Наглое, толстое лицо парня расплылось в противной ухмылке:
- Или что?
- Или получишь по своей жирной роже!
Парень окинул говорящую взглядом и снова ухмыльнулся. Высокая, худая девчонка, по-мальчишески обстриженная, в старых джинсах и довольно потрепанной куртке. Воробей. 
- А не пошла бы ты?
Десятиклассник легко оттолкнул ее в сторону и тут же получил кулаком по уху.
- Ах ты, сука!
Завязалась драка. Одноклассники столпились вокруг и глазели на дерущихся. Никто не порывался помочь кому-нибудь из них, все заворожено следили за поворотом события. Это было шоу, а зачем вмешиваться в него, если занятнее наблюдать со стороны. Если повезет, Аринину отправят к завучу и урок сорвется, не отправят – можно будет вдоволь поразвлечься на уроке, доставая ее записками и смешками. 
- Аринина! Шабов!
В класс вошла географичка. Худосочная, нервная женщина, для которой было все равно кто здесь прав, а кто нет. Для которой всегда правой была только она сама. Которая просто любила подчинение. Лена поморщилась.
Класс притих.
- Что здесь происходит?!
- Зинаида Петровна, я здесь ни причем! – Протянул парень. Непостижимым образом он тут же оказался за метр от сжавшегося семиклассника, зато поближе к девочке-воробью.  – Я никого не трогал, а тут Аринина налетела! Не могу же я просто стоять, когда меня бьют! А Аринина давно не в себе!

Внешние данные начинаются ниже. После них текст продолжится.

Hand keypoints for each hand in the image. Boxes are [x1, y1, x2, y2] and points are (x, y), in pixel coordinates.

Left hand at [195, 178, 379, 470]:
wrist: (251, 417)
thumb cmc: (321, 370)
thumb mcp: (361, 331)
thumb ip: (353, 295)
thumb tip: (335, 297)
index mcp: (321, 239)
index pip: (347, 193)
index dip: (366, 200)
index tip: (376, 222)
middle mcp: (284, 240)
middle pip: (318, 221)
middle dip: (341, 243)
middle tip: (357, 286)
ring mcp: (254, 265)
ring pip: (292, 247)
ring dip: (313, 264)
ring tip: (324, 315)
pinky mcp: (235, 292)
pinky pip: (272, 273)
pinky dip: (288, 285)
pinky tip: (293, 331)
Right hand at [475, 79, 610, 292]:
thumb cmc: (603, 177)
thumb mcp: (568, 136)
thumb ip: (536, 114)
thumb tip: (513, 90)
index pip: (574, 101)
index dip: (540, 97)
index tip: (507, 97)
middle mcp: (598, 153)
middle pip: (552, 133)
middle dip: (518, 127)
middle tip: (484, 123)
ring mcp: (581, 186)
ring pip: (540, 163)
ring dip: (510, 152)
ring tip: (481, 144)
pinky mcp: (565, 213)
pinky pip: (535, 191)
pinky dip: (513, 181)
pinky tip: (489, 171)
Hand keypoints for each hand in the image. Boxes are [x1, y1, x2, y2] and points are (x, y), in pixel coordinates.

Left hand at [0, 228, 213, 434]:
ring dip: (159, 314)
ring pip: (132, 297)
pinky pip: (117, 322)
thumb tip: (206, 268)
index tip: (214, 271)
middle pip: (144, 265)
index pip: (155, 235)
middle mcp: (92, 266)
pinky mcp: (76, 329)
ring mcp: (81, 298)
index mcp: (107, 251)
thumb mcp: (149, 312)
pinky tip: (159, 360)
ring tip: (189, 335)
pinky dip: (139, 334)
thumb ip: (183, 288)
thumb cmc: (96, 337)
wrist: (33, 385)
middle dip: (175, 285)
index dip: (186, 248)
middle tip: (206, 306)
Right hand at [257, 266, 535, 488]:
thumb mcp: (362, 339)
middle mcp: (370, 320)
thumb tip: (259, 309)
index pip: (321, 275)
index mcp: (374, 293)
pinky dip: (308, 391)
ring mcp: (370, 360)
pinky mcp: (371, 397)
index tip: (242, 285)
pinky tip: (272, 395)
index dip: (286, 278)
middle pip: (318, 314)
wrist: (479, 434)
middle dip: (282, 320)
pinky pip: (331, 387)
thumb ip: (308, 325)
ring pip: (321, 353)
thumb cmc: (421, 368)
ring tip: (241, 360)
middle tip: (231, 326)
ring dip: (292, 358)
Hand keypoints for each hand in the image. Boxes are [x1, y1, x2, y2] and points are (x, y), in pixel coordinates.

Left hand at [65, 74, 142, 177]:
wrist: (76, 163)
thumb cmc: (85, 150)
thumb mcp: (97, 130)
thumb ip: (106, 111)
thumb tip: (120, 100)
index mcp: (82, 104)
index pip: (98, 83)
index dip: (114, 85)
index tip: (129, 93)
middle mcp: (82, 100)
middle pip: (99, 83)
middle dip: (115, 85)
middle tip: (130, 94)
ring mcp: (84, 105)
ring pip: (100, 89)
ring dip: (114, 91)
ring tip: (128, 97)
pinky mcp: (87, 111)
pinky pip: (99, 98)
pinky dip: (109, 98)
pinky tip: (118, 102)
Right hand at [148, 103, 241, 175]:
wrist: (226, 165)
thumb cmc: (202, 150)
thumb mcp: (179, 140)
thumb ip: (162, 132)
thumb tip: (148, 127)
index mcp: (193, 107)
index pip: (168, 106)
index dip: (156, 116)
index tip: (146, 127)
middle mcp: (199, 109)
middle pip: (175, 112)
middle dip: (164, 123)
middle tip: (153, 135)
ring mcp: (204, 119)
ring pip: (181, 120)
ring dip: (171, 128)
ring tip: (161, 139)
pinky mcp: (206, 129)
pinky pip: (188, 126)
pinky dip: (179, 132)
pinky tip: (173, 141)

В классе заржали. Лена дернулась к Шабову (дрянь! Так врать!), но географичка поймала ее за рукав куртки. Эта импульсивная девчонка ничего кроме раздражения не вызывала.   
- К завучу! Оба!
- Это не справедливо! – С задней парты вскочила ярко размалеванная девица. – Ну зачем Женьке лезть к Арининой?
Класс поддержал ее всеобщим гулом.
- Женька просто стоял, болтал с Ромкой. А Аринина как на него накинется!

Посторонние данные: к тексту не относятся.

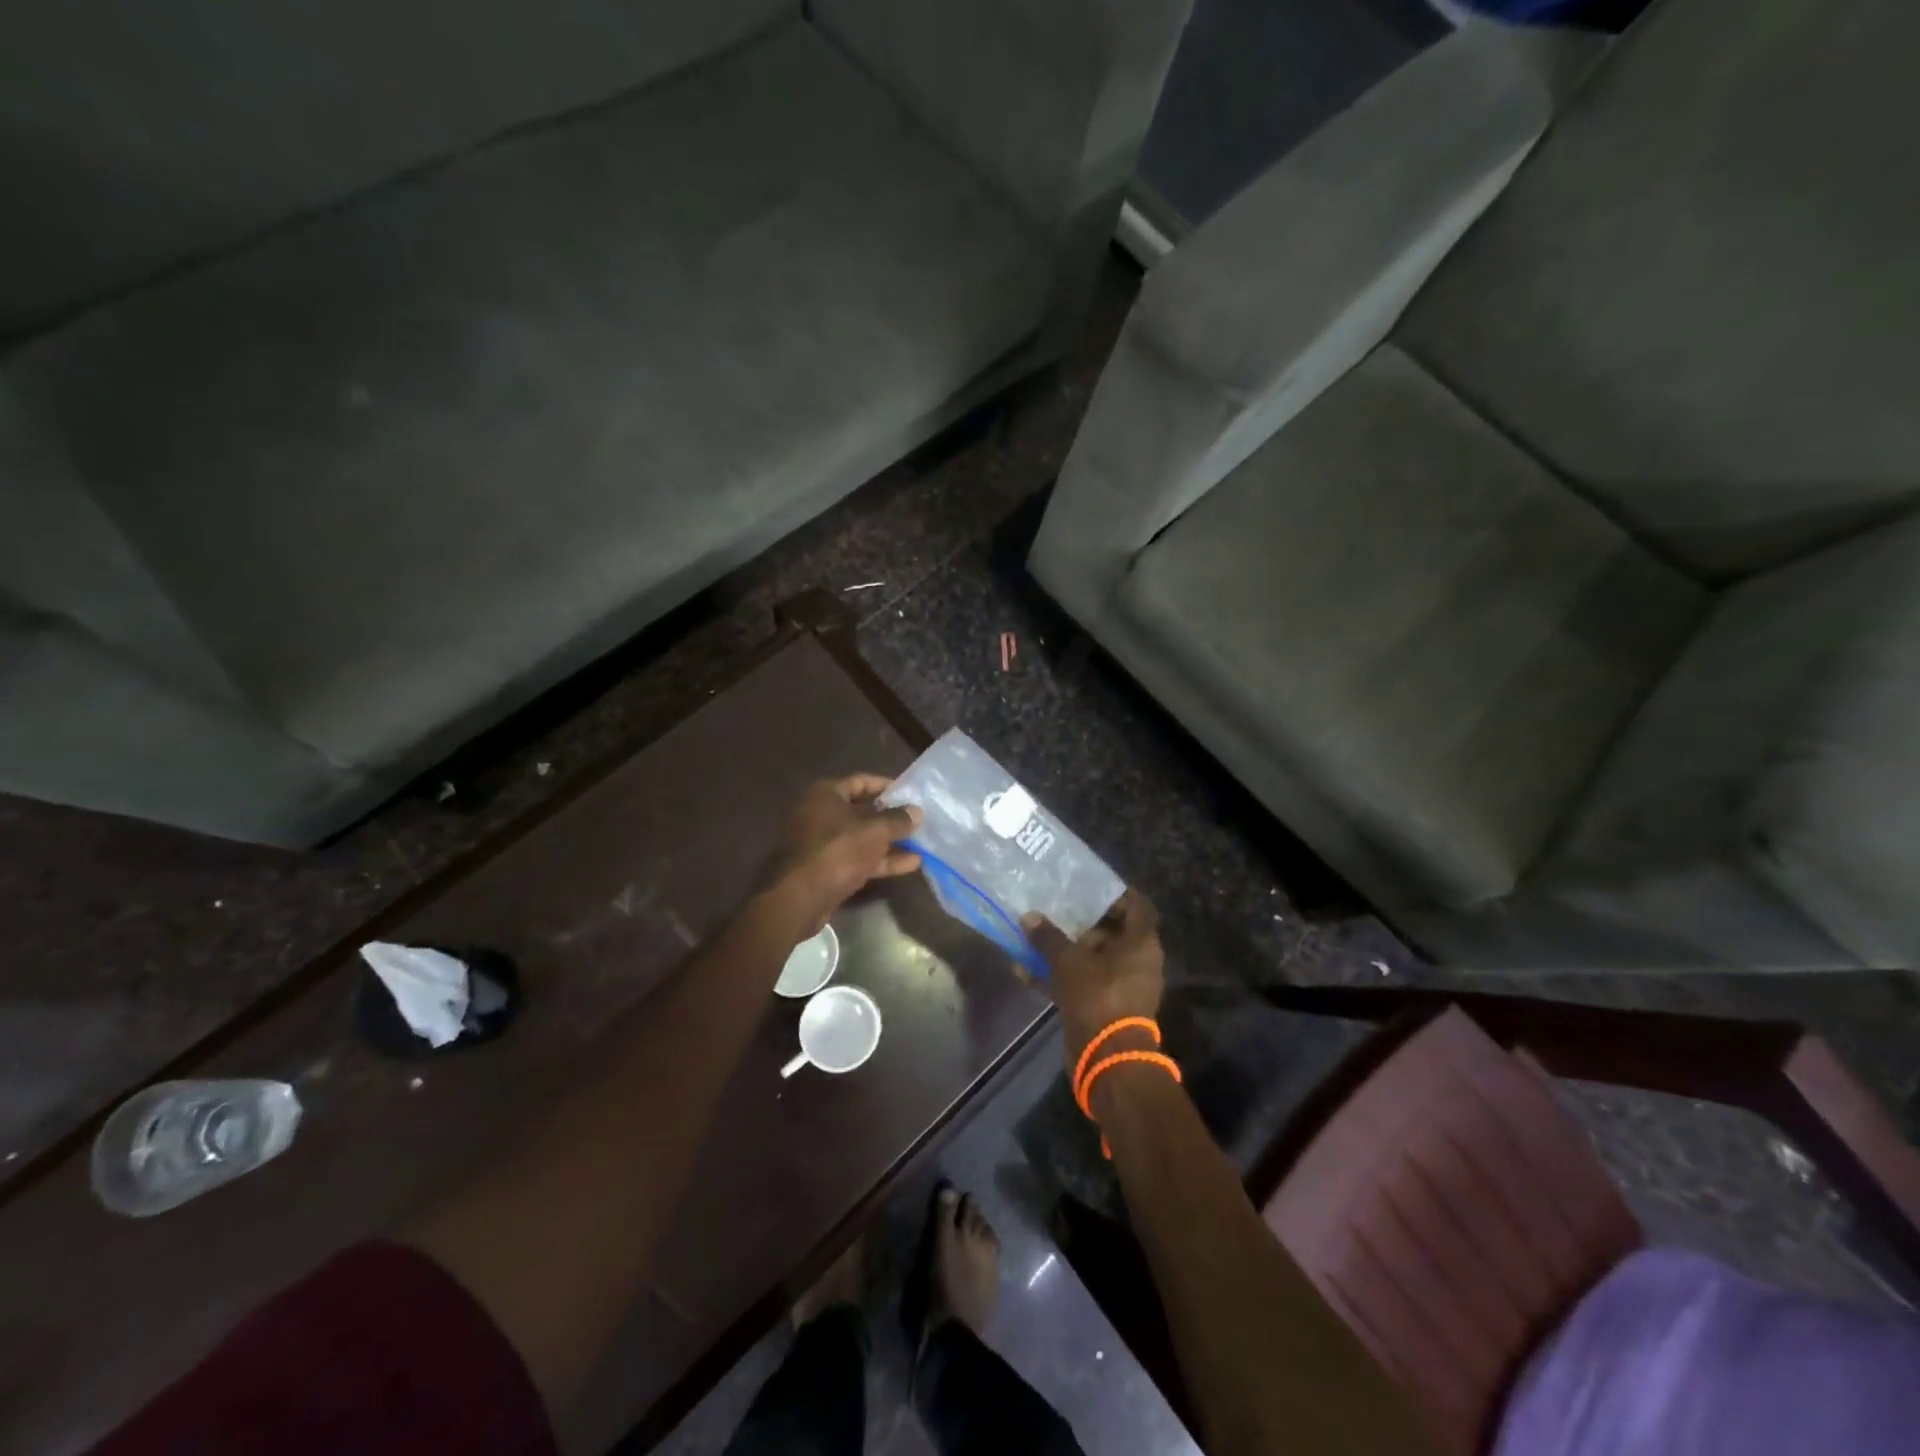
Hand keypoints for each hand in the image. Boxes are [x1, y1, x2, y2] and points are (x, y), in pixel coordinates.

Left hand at [764, 774, 922, 932]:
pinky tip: (910, 865)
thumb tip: (917, 811)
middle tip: (918, 821)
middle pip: (862, 810)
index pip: (861, 781)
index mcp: (826, 794)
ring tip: (921, 845)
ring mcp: (821, 843)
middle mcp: (820, 813)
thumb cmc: (837, 851)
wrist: (799, 898)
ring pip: (861, 837)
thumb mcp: (874, 831)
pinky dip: (880, 860)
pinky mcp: (826, 868)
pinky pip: (857, 858)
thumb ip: (898, 820)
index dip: (887, 786)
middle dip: (891, 818)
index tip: (910, 794)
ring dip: (889, 842)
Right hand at [1022, 890, 1164, 1065]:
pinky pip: (1082, 982)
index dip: (1114, 893)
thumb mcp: (1068, 961)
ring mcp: (1123, 986)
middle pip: (1112, 932)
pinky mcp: (1106, 1006)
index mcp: (1141, 944)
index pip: (1136, 906)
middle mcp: (1138, 961)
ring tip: (1036, 936)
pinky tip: (1026, 971)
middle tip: (1057, 908)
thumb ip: (1048, 937)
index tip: (1089, 885)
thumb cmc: (1097, 996)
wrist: (1107, 1057)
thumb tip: (1029, 916)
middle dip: (1083, 922)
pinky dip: (1060, 976)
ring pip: (1094, 959)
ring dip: (1066, 950)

- Садись, Крицина! И ты, Шабов, садись. Аринина, ты еще долго стоять будешь? К завучу!
- Он бил моего брата! – Сквозь зубы бросила Лена. – Разве я не имею права за него заступиться?
- Врет она все! – Ира Лесовская, первая девчонка в классе соскочила со своего
места. – Кто видел, чтобы Женька бил Аринина?

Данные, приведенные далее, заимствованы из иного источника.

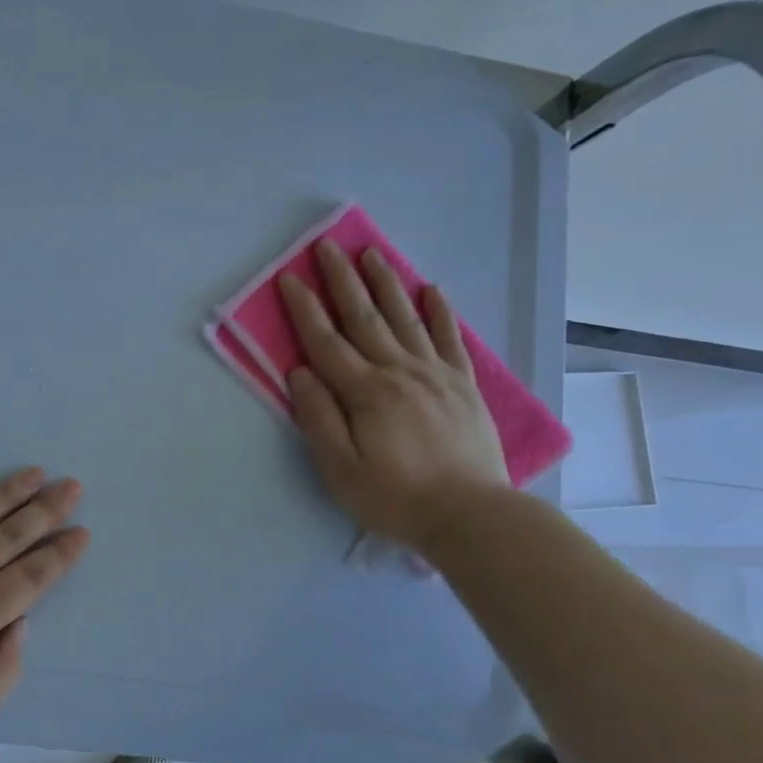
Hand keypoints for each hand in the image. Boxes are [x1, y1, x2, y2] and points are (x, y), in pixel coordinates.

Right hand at [278, 239, 508, 548]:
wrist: (472, 516)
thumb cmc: (395, 498)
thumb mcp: (340, 470)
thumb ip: (319, 419)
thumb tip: (300, 373)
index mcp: (366, 393)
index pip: (325, 342)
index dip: (304, 309)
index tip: (289, 278)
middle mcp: (399, 372)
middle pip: (364, 318)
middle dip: (342, 280)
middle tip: (327, 246)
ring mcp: (435, 375)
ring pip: (405, 318)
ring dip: (386, 283)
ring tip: (371, 253)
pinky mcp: (463, 385)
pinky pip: (450, 338)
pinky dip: (440, 312)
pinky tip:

Класс поддержал ее общими криками.
- Замолчи, Лесовская! – Резко бросила географичка, которой все уже порядком надоело. Ее не слушались, и это злило. Еще тридцать лет назад ученики не могли перебить-то учителя, не то, что превышать на него голос. Тридцать лет назад никто не посмел бы накрасится как последняя проститутка и напялить на себя до неприличия короткие юбки. Тридцать лет назад знали, что учитель всегда прав. Ее воля, она бы и совсем не решала кто из этой парочки виноват. Они нарушали дисциплину, а значит, оба должны были сейчас идти к завучу. Но все же, - Аринин, Шабов тебя трогал?      
Взгляды всех, кто находился в классе, устремились на низкого, даже для своего возраста, семиклассника. Мальчик съежился под взглядами остальных. Лицо у него горело, спине, несмотря на духоту в классе и старый теплый свитер, было холодно. Ниточка страха накрепко связала губы, и язык не желал двигаться. Глаза скользнули по лицу Лены, потом переместились на физиономию Шабова. Тот, в свою очередь, внимательно смотрел на Ромку. После уроков к нему обязательно подойдут и назовут стукачом, и скажут, что за стукчество бывает, и поинтересуются, нет ли случайно у него, Ромки, с собой карманных денег, и проверят портфель, и обязательно найдут пятак на обед, и заберут, и скажут, что теперь он прощен, а может спросят почему не дал сразу там, в классе.   
- Аринин, у тебя язык отсох?
- Н-нет… н-н-ее бил… - пролепетал мальчик. И отвел глаза. От разочарованного взгляда Лены.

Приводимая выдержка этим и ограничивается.